Mark So
Mark So grew up in Syracuse and lives in Los Angeles. He has maintained a vast output of scores, tapes, and ephemera, including a cycle of some 300 pieces concerning the poetry of John Ashbery. He has also been active as a performer of experimental music, having given many notable solo and ensemble performances, as well as a collaborator on projects with artists of various disciplines, including Rick Bahto, Madison Brookshire, Adam Fitzgerald, Chris Girard, Julia Holter, Eileen Myles, Julie Tolentino/Stosh Fila, and Manfred Werder, often resulting in work that occupies its own genre.

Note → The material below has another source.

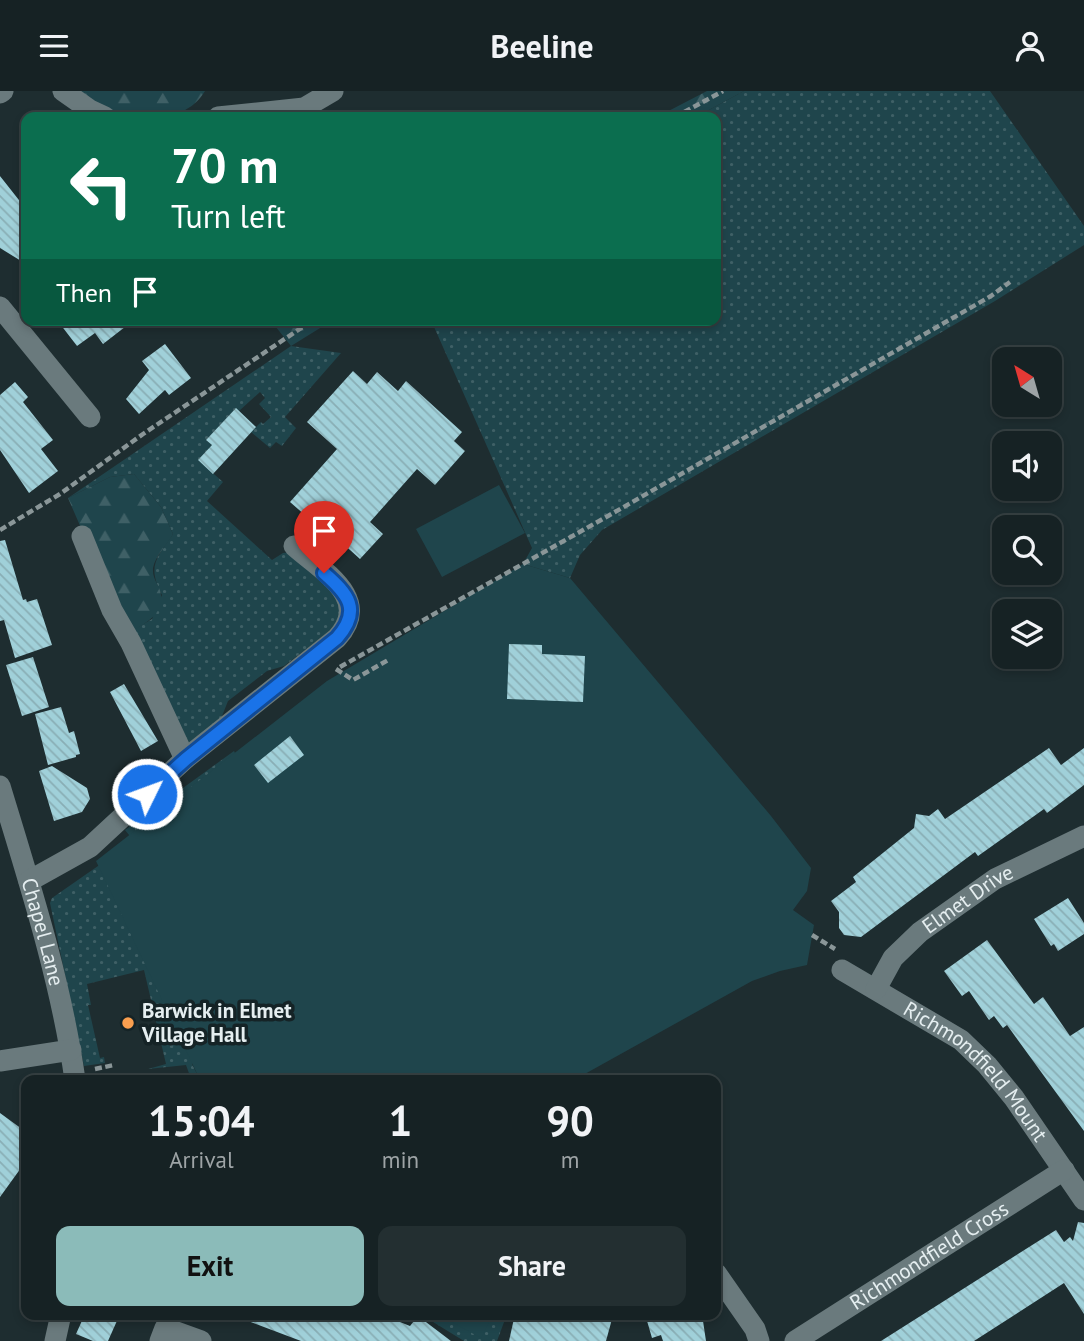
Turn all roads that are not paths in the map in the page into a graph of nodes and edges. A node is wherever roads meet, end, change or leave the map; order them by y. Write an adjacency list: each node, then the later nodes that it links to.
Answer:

So’s work explores ordinary situations in various open frames of perception and action, proceeding through simple means of recording/transcription/reading as well as changing experiences of silence. Rather than predicate standard categories of realization, the horizons in his pieces are often surprising and elusive. The scores — primarily text-based — ground diverse experiences of literacy, where action emerges between complete adequacy and pure discovery. While his work lately has turned from making scores to un-scored practices (particularly, to different uses of the typewriter and tape recorder), it remains largely preoccupied with the material experience of language — its mysterious capacity to hold a simple line, yet be struck by all the chaotic dimensionality of life — and drawn to a music fully astonished by this ever-emergent nature. So’s work often takes place in anonymous, open environments, and realizations have ranged from instrumentals, texts, and performed actions, to tapes, films, quasi-installations, and other, more fanciful/obscure manifestations.